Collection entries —
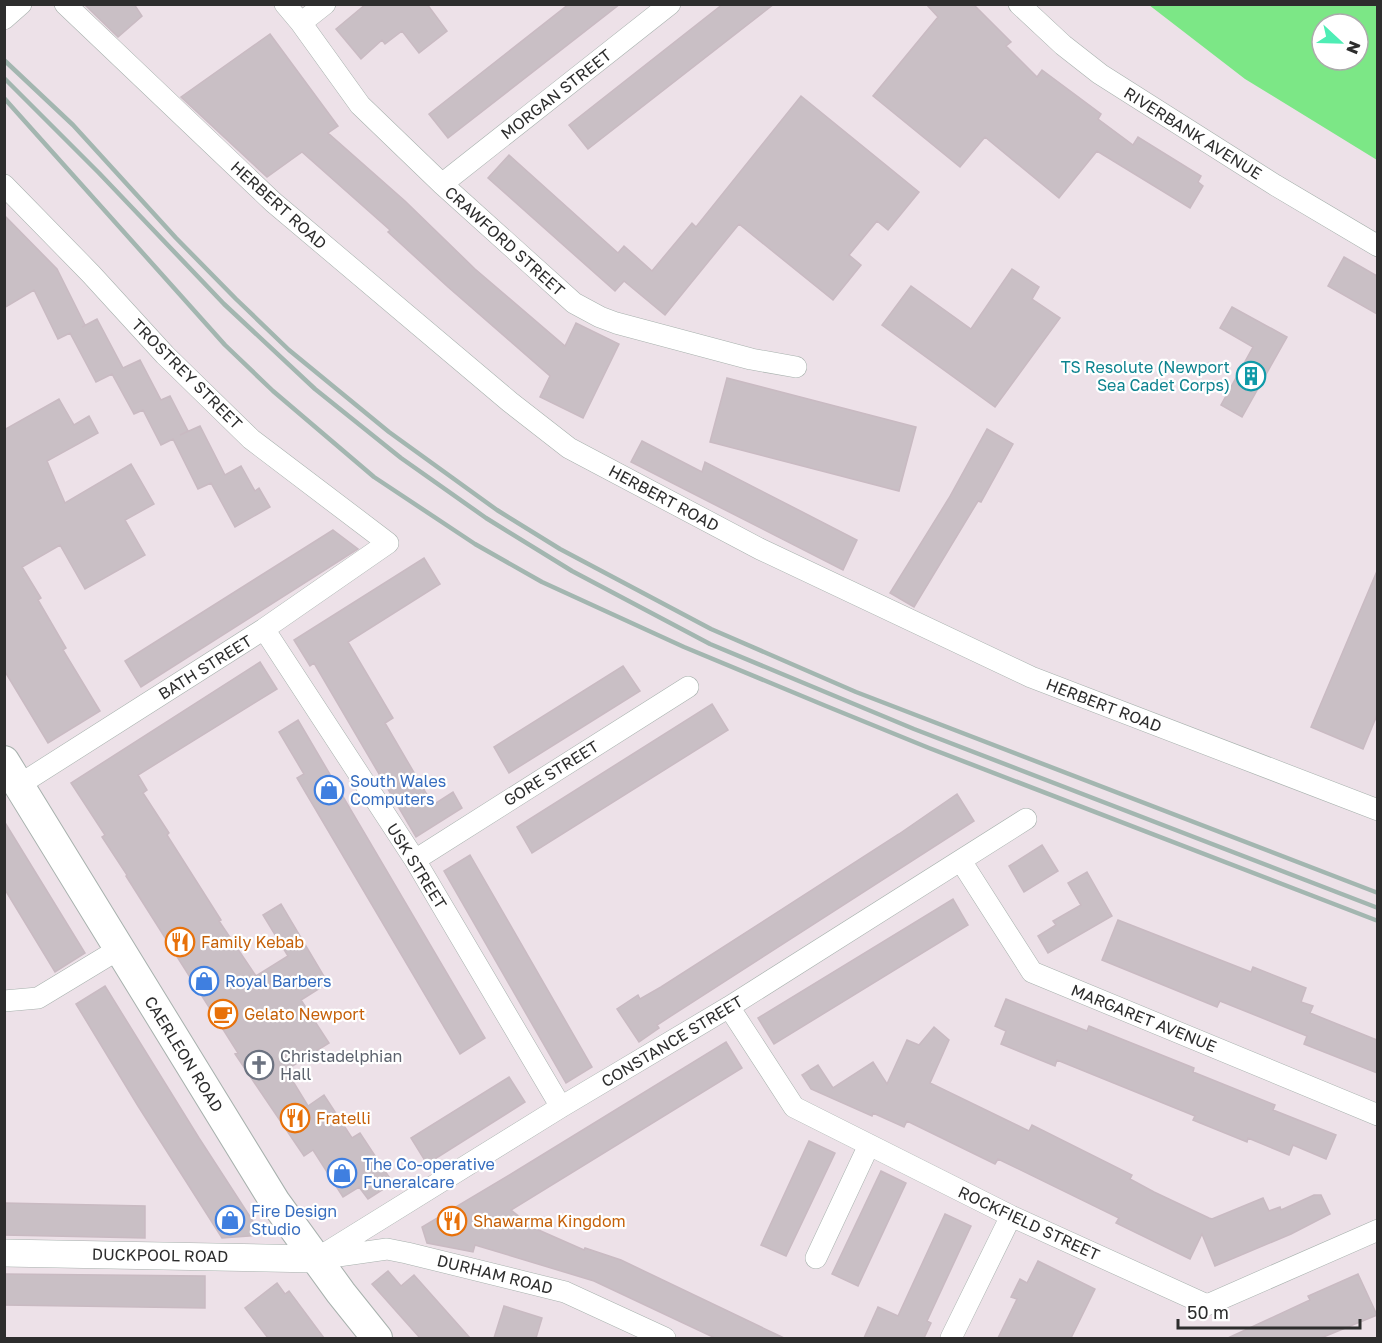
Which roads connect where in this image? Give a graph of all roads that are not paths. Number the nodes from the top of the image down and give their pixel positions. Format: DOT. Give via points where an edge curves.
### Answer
graph roads {
  1 [pos="21,4"];
  2 [pos="64,4"];
  3 [pos="285,4"];
  4 [pos="325,4"];
  5 [pos="670,4"];
  6 [pos="1019,4"];
  7 [pos="4,20"];
  8 [pos="301,23"];
  9 [pos="442,184"];
  10 [pos="4,185"];
  11 [pos="1377,246"];
  12 [pos="796,367"];
  13 [pos="388,543"];
  14 [pos="264,630"];
  15 [pos="688,687"];
  16 [pos="12,773"];
  17 [pos="1377,810"];
  18 [pos="1026,819"];
  19 [pos="415,860"];
  20 [pos="961,861"];
  21 [pos="119,949"];
  22 [pos="4,1001"];
  23 [pos="729,1007"];
  24 [pos="561,1107"];
  25 [pos="1377,1115"];
  26 [pos="869,1145"];
  27 [pos="1011,1216"];
  28 [pos="1377,1230"];
  29 [pos="4,1253"];
  30 [pos="816,1258"];
  31 [pos="316,1259"];
  32 [pos="377,1338"];
  33 [pos="665,1338"];
  34 [pos="951,1338"];
  1 -- 7 [label="street"];
  2 -- 17 [label="street, HERBERT ROAD" via="273,202 569,448 760,549 1030,677"];
  3 -- 8 [label="street, CRAWFORD STREET"];
  4 -- 8 [label="street"];
  5 -- 9 [label="street, MORGAN STREET"];
  6 -- 11 [label="street, RIVERBANK AVENUE" via="1100,74"];
  8 -- 9 [label="street, CRAWFORD STREET" via="360,105"];
  9 -- 12 [label="street, CRAWFORD STREET" via="574,303 600,317 751,359"];
  10 -- 13 [label="street, TROSTREY STREET" via="165,355 251,439"];
  13 -- 14 [label="street, BATH STREET"];
  14 -- 16 [label="street, BATH STREET"];
  14 -- 19 [label="street, USK STREET"];
  15 -- 19 [label="street, GORE STREET"];
  16 -- 21 [label="main road, CAERLEON ROAD"];
  18 -- 20 [label="street, CONSTANCE STREET"];
  19 -- 24 [label="street, USK STREET"];
  20 -- 23 [label="street, CONSTANCE STREET"];
  20 -- 25 [label="street, MARGARET AVENUE" via="1032,972"];
  21 -- 22 [label="street" via="38,998"];
  21 -- 31 [label="main road, CAERLEON ROAD" via="270,1193"];
  23 -- 24 [label="street, CONSTANCE STREET"];
  23 -- 26 [label="street, ROCKFIELD STREET" via="794,1107"];
  24 -- 31 [label="street, CONSTANCE STREET"];
  26 -- 27 [label="street, ROCKFIELD STREET"];
  26 -- 30 [label="street"];
  27 -- 28 [label="street, ROCKFIELD STREET" via="1207,1305"];
  27 -- 34 [label="street"];
  29 -- 31 [label="street, DUCKPOOL ROAD"];
  31 -- 32 [label="main road, CAERLEON ROAD"];
  31 -- 33 [label="street, DURHAM ROAD" via="387,1249 407,1253 565,1292"];
}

ACTIVITY — In the entries above, count each line holding the word "AVENUE" and give that count alone.

RESPONSE BOX — 2